EXERCISE AIM: Look below for the line containing "ctx.set_font_size(size)"; from there through the line containing "ctx.new_sub_path()", both lines included, please set down each line exactly and nothing else.
SUPPLIED INFORMATION: Begin
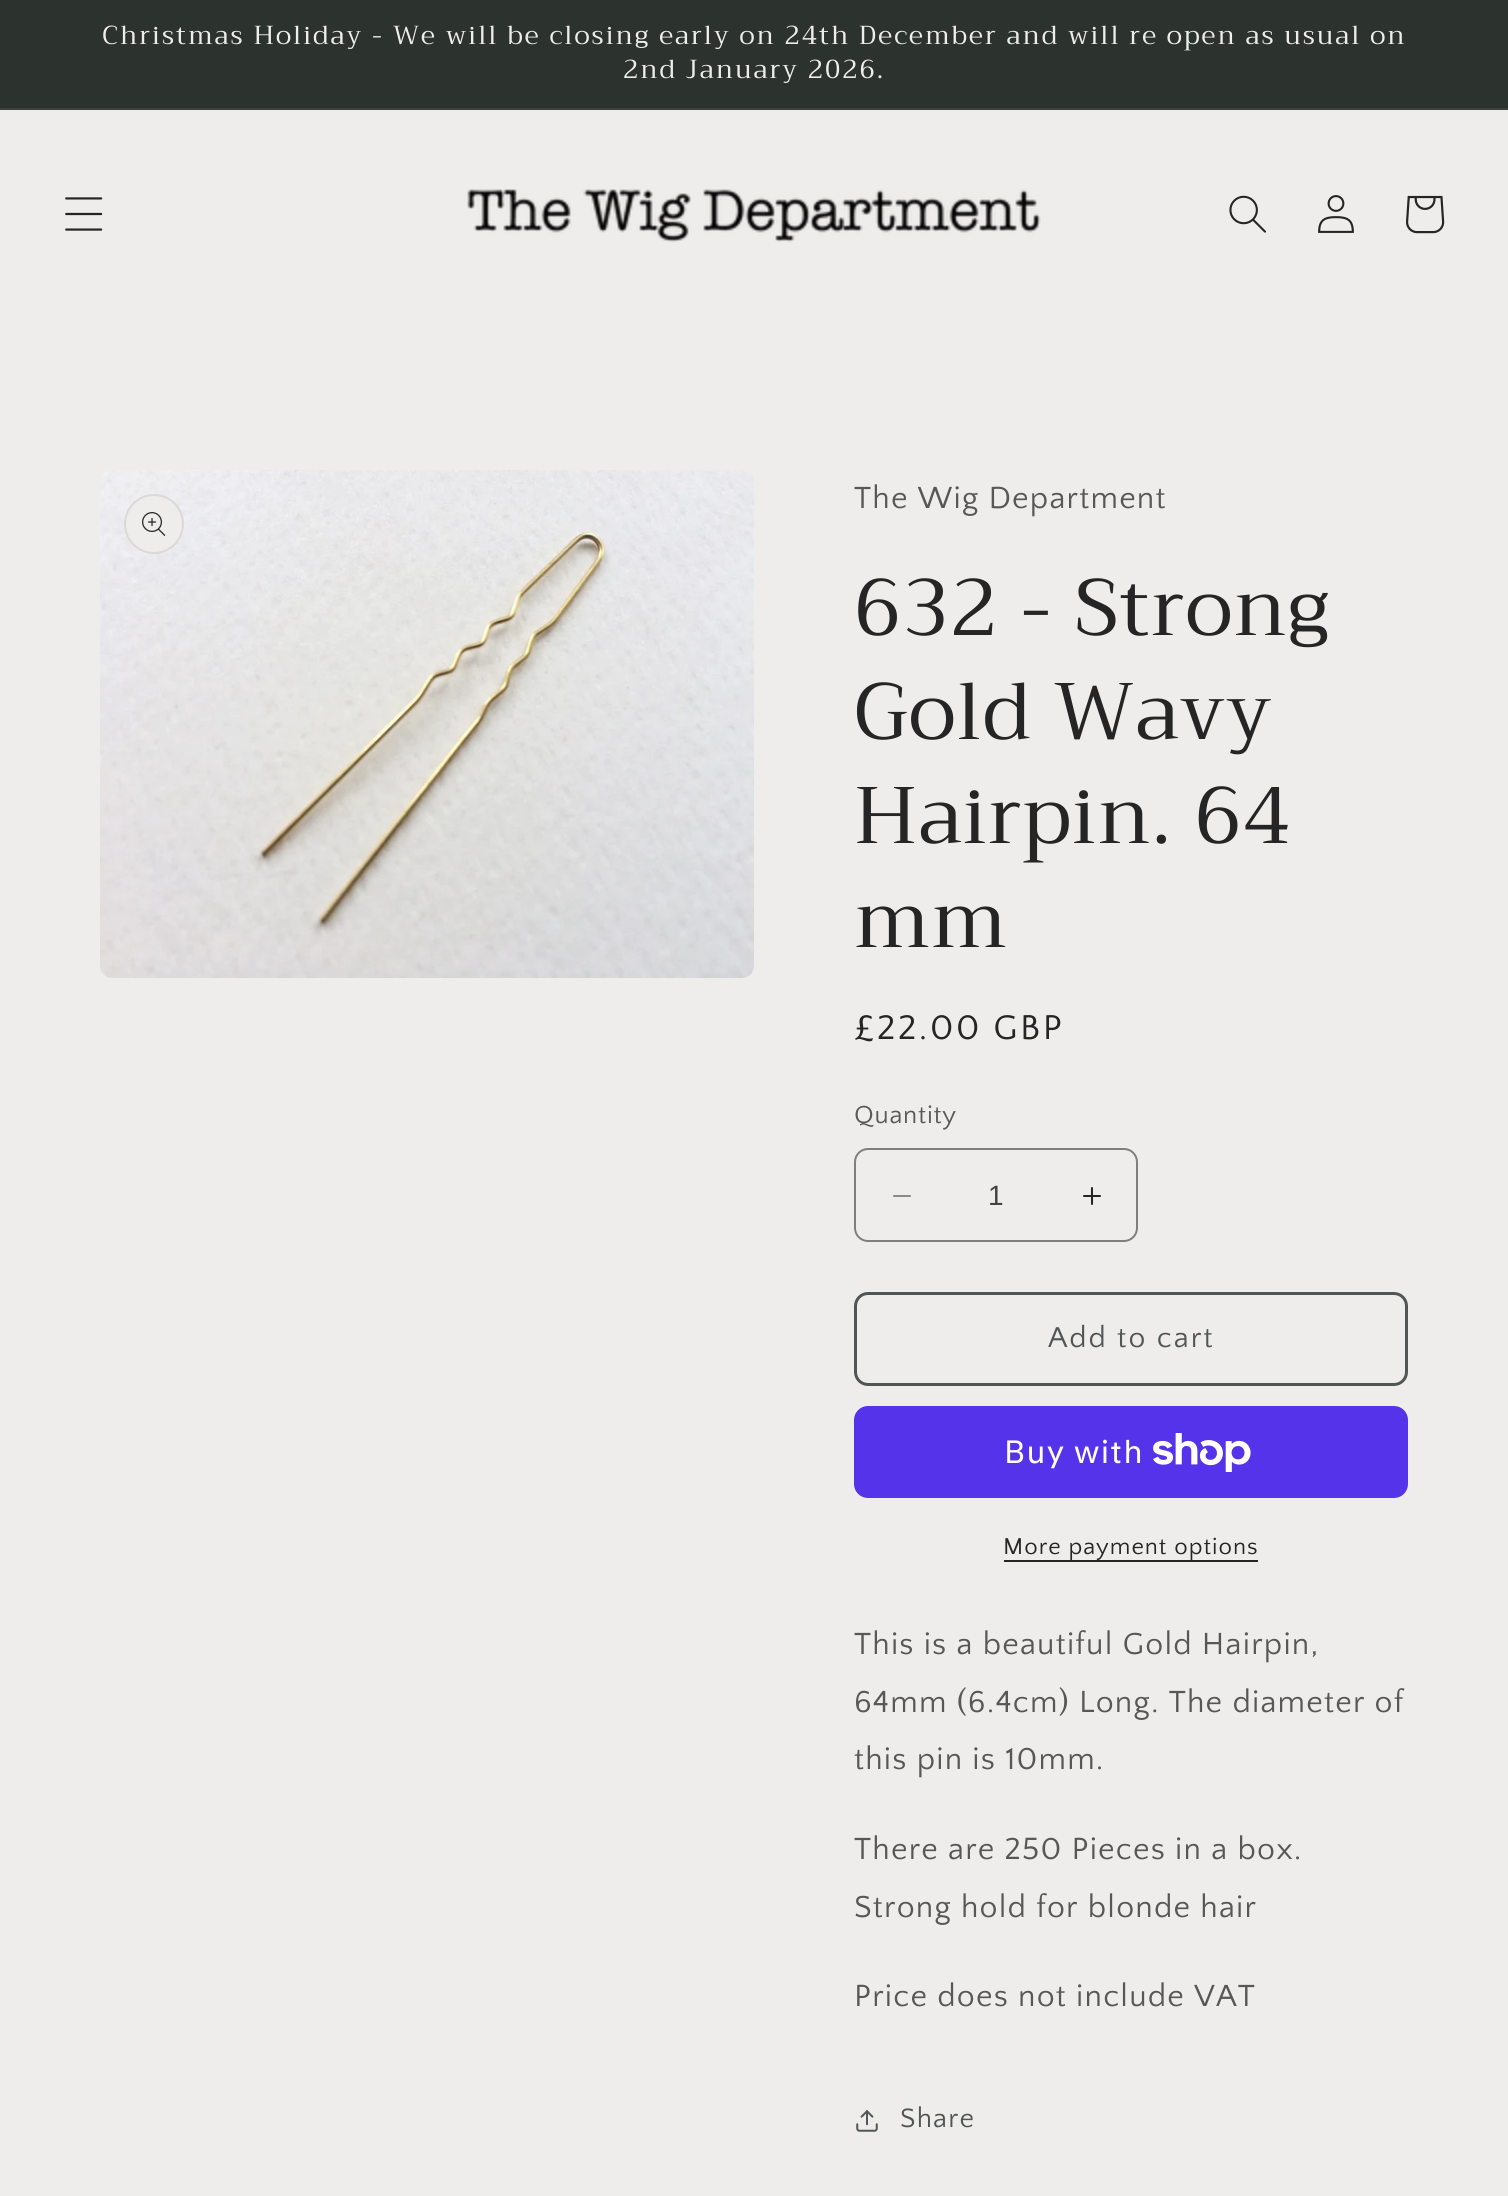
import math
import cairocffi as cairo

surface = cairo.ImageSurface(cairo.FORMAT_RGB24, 1508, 2196)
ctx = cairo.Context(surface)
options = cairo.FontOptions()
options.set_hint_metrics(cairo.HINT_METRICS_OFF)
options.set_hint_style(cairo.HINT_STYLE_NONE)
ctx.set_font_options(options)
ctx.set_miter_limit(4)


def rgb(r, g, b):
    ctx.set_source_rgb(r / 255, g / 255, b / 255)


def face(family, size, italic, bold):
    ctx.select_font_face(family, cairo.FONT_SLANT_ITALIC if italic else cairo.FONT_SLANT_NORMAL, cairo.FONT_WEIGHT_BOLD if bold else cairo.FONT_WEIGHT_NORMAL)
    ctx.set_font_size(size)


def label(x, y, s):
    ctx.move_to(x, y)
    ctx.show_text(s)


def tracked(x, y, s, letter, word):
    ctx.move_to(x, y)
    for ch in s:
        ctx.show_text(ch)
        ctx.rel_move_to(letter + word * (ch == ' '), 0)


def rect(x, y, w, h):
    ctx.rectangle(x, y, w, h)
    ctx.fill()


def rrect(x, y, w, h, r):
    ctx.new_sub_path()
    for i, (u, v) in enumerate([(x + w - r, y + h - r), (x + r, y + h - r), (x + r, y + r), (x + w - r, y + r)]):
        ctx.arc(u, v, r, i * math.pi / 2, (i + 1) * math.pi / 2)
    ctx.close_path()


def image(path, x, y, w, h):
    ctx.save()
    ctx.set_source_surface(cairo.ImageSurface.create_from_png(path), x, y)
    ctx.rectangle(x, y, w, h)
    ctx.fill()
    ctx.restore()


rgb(239, 236, 236)
ctx.paint()
rgb(44, 51, 47)
rect(0, 0, 1508, 108)
rgb(60, 66, 62)
rect(0, 108, 1508, 2)
face('Trirong', 26, 0, 0)
rgb(239, 236, 236)
tracked(102, 44, 'Christmas Holiday - We will be closing early on 24th December and will re open as usual on', 2, 0)
tracked(623, 78, '2nd January 2026.', 2, 0)
image('image0.png', 65, 197, 38, 34)
image('image1.png', 467, 189, 574, 54)
image('image2.png', 1229, 195, 37, 38)
image('image3.png', 1318, 195, 36, 38)
image('image4.png', 1406, 195, 39, 39)
image('image5.png', 100, 470, 654, 508)
ctx.arc(154, 524, 30, 0, 2 * math.pi)
ctx.fill()
ctx.arc(154, 524, 29, 0, 2 * math.pi)
ctx.set_source_rgba(0.145, 0.145, 0.145, 0.1)
ctx.stroke()
image('image6.png', 142, 512, 24, 24)
face('Quattrocento Sans', 32, 0, 0)
rgb(88, 87, 87)
tracked(854, 508, 'The Wig Department', 1.2, 0)
face('Trirong', 80, 0, 0)
rgb(37, 37, 37)
tracked(854, 635, '632 - Strong', 1.2, 0)
tracked(854, 739, 'Gold Wavy', 1.2, 0)
tracked(854, 843, 'Hairpin. 64', 1.2, 0)
tracked(854, 947, 'mm', 1.2, 0)
face('Quattrocento Sans', 36, 0, 0)
tracked(854, 1039, '£22.00 GBP', 2.6, 0)
face('Quattrocento Sans', 26, 0, 0)
rgb(88, 87, 87)
tracked(854, 1123, 'Quantity', 0.75, 0)
image('image7.png', 893, 1195, 18, 2)
image('image8.png', 1083, 1187, 18, 18)
rrect(855, 1149, 282, 92, 13)
rgb(128, 127, 127)
ctx.stroke()
face('Liberation Sans', 28, 0, 0)
rgb(67, 67, 67)
label(988, 1205, '1')
rrect(855.5, 1293.5, 551, 91, 12.5)
rgb(80, 86, 85)
ctx.set_line_width(3)
ctx.stroke()
face('Quattrocento Sans', 30, 0, 0)
tracked(1048, 1347, 'Add to cart', 2, 0)
rgb(84, 51, 235)
rrect(854, 1406, 554, 92, 14)
ctx.fill()
face('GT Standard', 32, 0, 0)
rgb(255, 255, 255)
tracked(1004, 1463, 'Buy with', 1.2, 0)
image('image9.png', 1153, 1433, 98, 39)
rgb(37, 37, 37)
rect(1004, 1560, 254, 2)
face('Quattrocento Sans', 24, 0, 0)
tracked(1003, 1554, 'More payment options', 1, 0)
face('Quattrocento Sans', 32, 0, 0)
rgb(88, 87, 87)
tracked(854, 1654, 'This is a beautiful Gold Hairpin,', 1.2, 0)
tracked(854, 1712, '64mm (6.4cm) Long. The diameter of', 1.2, 0)
tracked(854, 1769, 'this pin is 10mm.', 1.2, 0)
tracked(854, 1859, 'There are 250 Pieces in a box.', 1.2, 0)
tracked(854, 1917, 'Strong hold for blonde hair', 1.2, 0)
tracked(854, 2006, 'Price does not include VAT', 1.2, 0)
image('image10.png', 856, 2110, 22, 22)
face('Quattrocento Sans', 28, 0, 0)
rgb(80, 86, 85)
tracked(900, 2127, 'Share', 1.2, 0)
surface.write_to_png('render.png')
SUPPLIED INFORMATION: End
THE COMPLETED TASK:
    ctx.set_font_size(size)


def label(x, y, s):
    ctx.move_to(x, y)
    ctx.show_text(s)


def tracked(x, y, s, letter, word):
    ctx.move_to(x, y)
    for ch in s:
        ctx.show_text(ch)
        ctx.rel_move_to(letter + word * (ch == ' '), 0)


def rect(x, y, w, h):
    ctx.rectangle(x, y, w, h)
    ctx.fill()


def rrect(x, y, w, h, r):
    ctx.new_sub_path()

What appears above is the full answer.